### EXERCISE DIRECTIONS:
Without the images, reproduce each line of the material exactly.

*** Opening DATA EXTRACT ***

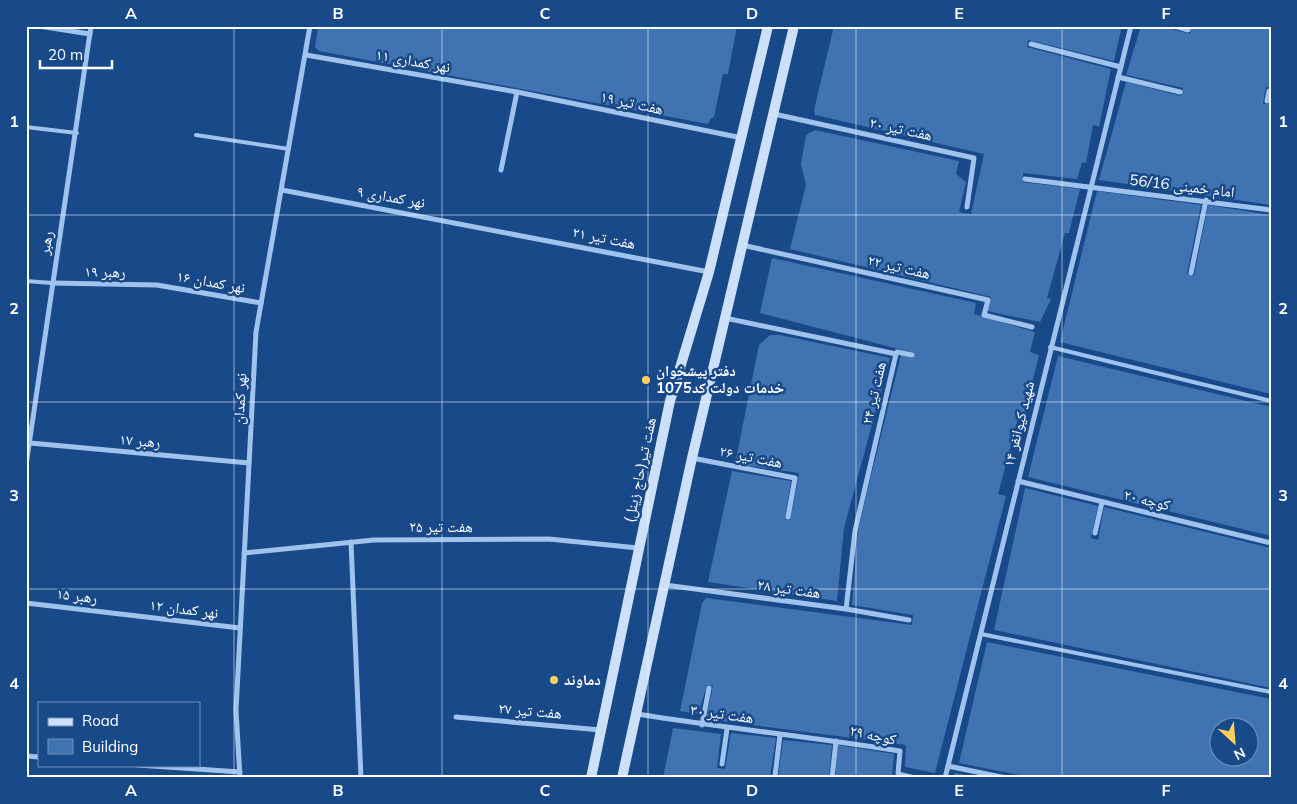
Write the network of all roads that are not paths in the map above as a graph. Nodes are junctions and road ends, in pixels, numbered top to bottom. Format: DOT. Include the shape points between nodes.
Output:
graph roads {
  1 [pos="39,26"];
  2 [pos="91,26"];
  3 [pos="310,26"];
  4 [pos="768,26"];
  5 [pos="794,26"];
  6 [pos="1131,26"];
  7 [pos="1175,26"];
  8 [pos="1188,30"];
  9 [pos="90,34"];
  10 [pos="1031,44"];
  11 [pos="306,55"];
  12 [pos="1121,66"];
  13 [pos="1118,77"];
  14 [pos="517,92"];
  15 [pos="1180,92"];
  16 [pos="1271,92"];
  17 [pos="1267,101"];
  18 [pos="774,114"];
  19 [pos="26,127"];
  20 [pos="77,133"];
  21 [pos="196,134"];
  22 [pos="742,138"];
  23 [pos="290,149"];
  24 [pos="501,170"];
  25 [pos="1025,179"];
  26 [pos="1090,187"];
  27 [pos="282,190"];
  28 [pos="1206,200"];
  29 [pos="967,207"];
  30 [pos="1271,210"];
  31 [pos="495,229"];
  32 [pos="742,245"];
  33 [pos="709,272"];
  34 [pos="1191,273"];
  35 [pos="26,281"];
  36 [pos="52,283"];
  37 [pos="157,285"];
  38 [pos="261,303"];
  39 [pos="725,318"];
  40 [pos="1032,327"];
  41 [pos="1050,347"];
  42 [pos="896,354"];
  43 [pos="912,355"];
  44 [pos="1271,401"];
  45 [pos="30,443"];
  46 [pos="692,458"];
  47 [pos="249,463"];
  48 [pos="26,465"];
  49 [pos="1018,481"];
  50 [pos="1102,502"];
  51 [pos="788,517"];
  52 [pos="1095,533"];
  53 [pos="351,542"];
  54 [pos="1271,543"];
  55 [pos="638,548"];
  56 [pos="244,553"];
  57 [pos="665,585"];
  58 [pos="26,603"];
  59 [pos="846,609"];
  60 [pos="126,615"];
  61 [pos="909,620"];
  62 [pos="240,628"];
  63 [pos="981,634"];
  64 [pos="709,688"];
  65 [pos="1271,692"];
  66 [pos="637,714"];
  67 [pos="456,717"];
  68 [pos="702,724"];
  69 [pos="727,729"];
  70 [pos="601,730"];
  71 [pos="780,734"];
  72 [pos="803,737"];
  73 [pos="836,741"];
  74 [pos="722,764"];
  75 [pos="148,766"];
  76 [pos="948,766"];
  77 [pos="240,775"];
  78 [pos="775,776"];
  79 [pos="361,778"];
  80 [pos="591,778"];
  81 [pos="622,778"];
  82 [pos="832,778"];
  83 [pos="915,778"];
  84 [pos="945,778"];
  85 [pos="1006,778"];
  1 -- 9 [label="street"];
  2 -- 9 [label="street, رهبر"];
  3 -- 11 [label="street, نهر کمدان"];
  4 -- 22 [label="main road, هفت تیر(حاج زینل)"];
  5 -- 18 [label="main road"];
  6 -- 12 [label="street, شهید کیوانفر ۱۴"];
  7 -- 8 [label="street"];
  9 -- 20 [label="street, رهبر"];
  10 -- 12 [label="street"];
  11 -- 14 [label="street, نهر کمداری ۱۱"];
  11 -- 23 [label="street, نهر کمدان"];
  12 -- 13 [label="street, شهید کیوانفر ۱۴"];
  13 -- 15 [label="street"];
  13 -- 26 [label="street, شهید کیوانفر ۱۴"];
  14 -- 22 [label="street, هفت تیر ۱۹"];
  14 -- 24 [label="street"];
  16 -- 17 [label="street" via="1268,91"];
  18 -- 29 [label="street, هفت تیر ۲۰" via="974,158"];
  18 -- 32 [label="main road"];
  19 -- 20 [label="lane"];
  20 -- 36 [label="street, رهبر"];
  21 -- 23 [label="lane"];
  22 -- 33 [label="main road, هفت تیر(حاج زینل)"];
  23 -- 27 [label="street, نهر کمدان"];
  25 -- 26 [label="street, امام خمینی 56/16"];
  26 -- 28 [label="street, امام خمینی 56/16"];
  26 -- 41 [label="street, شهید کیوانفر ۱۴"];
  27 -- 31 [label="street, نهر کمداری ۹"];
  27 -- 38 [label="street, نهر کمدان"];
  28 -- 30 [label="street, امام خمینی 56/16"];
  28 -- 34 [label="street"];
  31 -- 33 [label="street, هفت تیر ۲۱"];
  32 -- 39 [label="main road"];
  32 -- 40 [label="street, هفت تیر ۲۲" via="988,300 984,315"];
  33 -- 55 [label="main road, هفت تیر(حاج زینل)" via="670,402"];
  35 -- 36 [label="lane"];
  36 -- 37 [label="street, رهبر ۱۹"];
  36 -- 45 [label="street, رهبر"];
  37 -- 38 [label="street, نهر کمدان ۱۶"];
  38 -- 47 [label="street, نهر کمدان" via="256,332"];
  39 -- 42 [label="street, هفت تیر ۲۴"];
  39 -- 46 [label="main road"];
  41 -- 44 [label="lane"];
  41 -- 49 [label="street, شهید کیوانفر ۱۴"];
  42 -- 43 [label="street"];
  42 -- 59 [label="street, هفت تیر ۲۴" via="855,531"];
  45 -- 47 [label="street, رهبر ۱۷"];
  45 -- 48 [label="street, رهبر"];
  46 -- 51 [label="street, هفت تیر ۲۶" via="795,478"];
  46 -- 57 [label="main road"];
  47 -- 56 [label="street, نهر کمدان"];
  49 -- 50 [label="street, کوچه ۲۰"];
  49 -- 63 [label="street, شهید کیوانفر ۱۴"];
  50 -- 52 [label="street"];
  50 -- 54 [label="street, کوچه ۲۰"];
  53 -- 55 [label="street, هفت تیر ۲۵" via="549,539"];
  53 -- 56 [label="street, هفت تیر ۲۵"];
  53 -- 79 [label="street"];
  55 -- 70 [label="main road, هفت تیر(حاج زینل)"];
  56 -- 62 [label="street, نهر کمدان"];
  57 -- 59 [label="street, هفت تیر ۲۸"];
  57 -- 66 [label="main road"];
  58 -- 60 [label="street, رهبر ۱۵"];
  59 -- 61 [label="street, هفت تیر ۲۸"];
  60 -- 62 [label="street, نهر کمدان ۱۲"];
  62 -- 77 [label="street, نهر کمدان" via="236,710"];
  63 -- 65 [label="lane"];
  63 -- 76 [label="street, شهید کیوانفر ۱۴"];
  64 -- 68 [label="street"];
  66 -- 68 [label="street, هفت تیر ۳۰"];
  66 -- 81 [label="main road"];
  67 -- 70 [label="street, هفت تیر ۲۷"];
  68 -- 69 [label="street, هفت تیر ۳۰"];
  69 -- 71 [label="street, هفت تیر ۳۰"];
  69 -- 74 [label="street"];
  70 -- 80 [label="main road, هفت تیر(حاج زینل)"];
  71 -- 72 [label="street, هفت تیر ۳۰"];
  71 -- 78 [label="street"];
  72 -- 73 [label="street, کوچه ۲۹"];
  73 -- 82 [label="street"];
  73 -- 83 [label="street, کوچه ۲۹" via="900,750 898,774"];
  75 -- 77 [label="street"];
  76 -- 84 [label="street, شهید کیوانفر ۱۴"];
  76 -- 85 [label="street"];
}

*** Closing DATA EXTRACT ***

### ANSWER SPACE:
Write the network of all roads that are not paths in the map above as a graph. Nodes are junctions and road ends, in pixels, numbered top to bottom. Format: DOT. Include the shape points between nodes.
Output:
graph roads {
  1 [pos="39,26"];
  2 [pos="91,26"];
  3 [pos="310,26"];
  4 [pos="768,26"];
  5 [pos="794,26"];
  6 [pos="1131,26"];
  7 [pos="1175,26"];
  8 [pos="1188,30"];
  9 [pos="90,34"];
  10 [pos="1031,44"];
  11 [pos="306,55"];
  12 [pos="1121,66"];
  13 [pos="1118,77"];
  14 [pos="517,92"];
  15 [pos="1180,92"];
  16 [pos="1271,92"];
  17 [pos="1267,101"];
  18 [pos="774,114"];
  19 [pos="26,127"];
  20 [pos="77,133"];
  21 [pos="196,134"];
  22 [pos="742,138"];
  23 [pos="290,149"];
  24 [pos="501,170"];
  25 [pos="1025,179"];
  26 [pos="1090,187"];
  27 [pos="282,190"];
  28 [pos="1206,200"];
  29 [pos="967,207"];
  30 [pos="1271,210"];
  31 [pos="495,229"];
  32 [pos="742,245"];
  33 [pos="709,272"];
  34 [pos="1191,273"];
  35 [pos="26,281"];
  36 [pos="52,283"];
  37 [pos="157,285"];
  38 [pos="261,303"];
  39 [pos="725,318"];
  40 [pos="1032,327"];
  41 [pos="1050,347"];
  42 [pos="896,354"];
  43 [pos="912,355"];
  44 [pos="1271,401"];
  45 [pos="30,443"];
  46 [pos="692,458"];
  47 [pos="249,463"];
  48 [pos="26,465"];
  49 [pos="1018,481"];
  50 [pos="1102,502"];
  51 [pos="788,517"];
  52 [pos="1095,533"];
  53 [pos="351,542"];
  54 [pos="1271,543"];
  55 [pos="638,548"];
  56 [pos="244,553"];
  57 [pos="665,585"];
  58 [pos="26,603"];
  59 [pos="846,609"];
  60 [pos="126,615"];
  61 [pos="909,620"];
  62 [pos="240,628"];
  63 [pos="981,634"];
  64 [pos="709,688"];
  65 [pos="1271,692"];
  66 [pos="637,714"];
  67 [pos="456,717"];
  68 [pos="702,724"];
  69 [pos="727,729"];
  70 [pos="601,730"];
  71 [pos="780,734"];
  72 [pos="803,737"];
  73 [pos="836,741"];
  74 [pos="722,764"];
  75 [pos="148,766"];
  76 [pos="948,766"];
  77 [pos="240,775"];
  78 [pos="775,776"];
  79 [pos="361,778"];
  80 [pos="591,778"];
  81 [pos="622,778"];
  82 [pos="832,778"];
  83 [pos="915,778"];
  84 [pos="945,778"];
  85 [pos="1006,778"];
  1 -- 9 [label="street"];
  2 -- 9 [label="street, رهبر"];
  3 -- 11 [label="street, نهر کمدان"];
  4 -- 22 [label="main road, هفت تیر(حاج زینل)"];
  5 -- 18 [label="main road"];
  6 -- 12 [label="street, شهید کیوانفر ۱۴"];
  7 -- 8 [label="street"];
  9 -- 20 [label="street, رهبر"];
  10 -- 12 [label="street"];
  11 -- 14 [label="street, نهر کمداری ۱۱"];
  11 -- 23 [label="street, نهر کمدان"];
  12 -- 13 [label="street, شهید کیوانفر ۱۴"];
  13 -- 15 [label="street"];
  13 -- 26 [label="street, شهید کیوانفر ۱۴"];
  14 -- 22 [label="street, هفت تیر ۱۹"];
  14 -- 24 [label="street"];
  16 -- 17 [label="street" via="1268,91"];
  18 -- 29 [label="street, هفت تیر ۲۰" via="974,158"];
  18 -- 32 [label="main road"];
  19 -- 20 [label="lane"];
  20 -- 36 [label="street, رهبر"];
  21 -- 23 [label="lane"];
  22 -- 33 [label="main road, هفت تیر(حاج زینل)"];
  23 -- 27 [label="street, نهر کمدان"];
  25 -- 26 [label="street, امام خمینی 56/16"];
  26 -- 28 [label="street, امام خمینی 56/16"];
  26 -- 41 [label="street, شهید کیوانفر ۱۴"];
  27 -- 31 [label="street, نهر کمداری ۹"];
  27 -- 38 [label="street, نهر کمدان"];
  28 -- 30 [label="street, امام خمینی 56/16"];
  28 -- 34 [label="street"];
  31 -- 33 [label="street, هفت تیر ۲۱"];
  32 -- 39 [label="main road"];
  32 -- 40 [label="street, هفت تیر ۲۲" via="988,300 984,315"];
  33 -- 55 [label="main road, هفت تیر(حاج زینل)" via="670,402"];
  35 -- 36 [label="lane"];
  36 -- 37 [label="street, رهبر ۱۹"];
  36 -- 45 [label="street, رهبر"];
  37 -- 38 [label="street, نهر کمدان ۱۶"];
  38 -- 47 [label="street, نهر کمدان" via="256,332"];
  39 -- 42 [label="street, هفت تیر ۲۴"];
  39 -- 46 [label="main road"];
  41 -- 44 [label="lane"];
  41 -- 49 [label="street, شهید کیوانفر ۱۴"];
  42 -- 43 [label="street"];
  42 -- 59 [label="street, هفت تیر ۲۴" via="855,531"];
  45 -- 47 [label="street, رهبر ۱۷"];
  45 -- 48 [label="street, رهبر"];
  46 -- 51 [label="street, هفت تیر ۲۶" via="795,478"];
  46 -- 57 [label="main road"];
  47 -- 56 [label="street, نهر کمدان"];
  49 -- 50 [label="street, کوچه ۲۰"];
  49 -- 63 [label="street, شهید کیوانفر ۱۴"];
  50 -- 52 [label="street"];
  50 -- 54 [label="street, کوچه ۲۰"];
  53 -- 55 [label="street, هفت تیر ۲۵" via="549,539"];
  53 -- 56 [label="street, هفت تیر ۲۵"];
  53 -- 79 [label="street"];
  55 -- 70 [label="main road, هفت تیر(حاج زینل)"];
  56 -- 62 [label="street, نهر کمدان"];
  57 -- 59 [label="street, هفت تیر ۲۸"];
  57 -- 66 [label="main road"];
  58 -- 60 [label="street, رهبر ۱۵"];
  59 -- 61 [label="street, هفت تیر ۲۸"];
  60 -- 62 [label="street, نهر کمدان ۱۲"];
  62 -- 77 [label="street, نهر کمدان" via="236,710"];
  63 -- 65 [label="lane"];
  63 -- 76 [label="street, شهید کیوانفر ۱۴"];
  64 -- 68 [label="street"];
  66 -- 68 [label="street, هفت تیر ۳۰"];
  66 -- 81 [label="main road"];
  67 -- 70 [label="street, هفت تیر ۲۷"];
  68 -- 69 [label="street, هفت تیر ۳۰"];
  69 -- 71 [label="street, هفت تیر ۳۰"];
  69 -- 74 [label="street"];
  70 -- 80 [label="main road, هفت تیر(حاج زینل)"];
  71 -- 72 [label="street, هفت تیر ۳۰"];
  71 -- 78 [label="street"];
  72 -- 73 [label="street, کوچه ۲۹"];
  73 -- 82 [label="street"];
  73 -- 83 [label="street, کوچه ۲۹" via="900,750 898,774"];
  75 -- 77 [label="street"];
  76 -- 84 [label="street, شهید کیوانفر ۱۴"];
  76 -- 85 [label="street"];
}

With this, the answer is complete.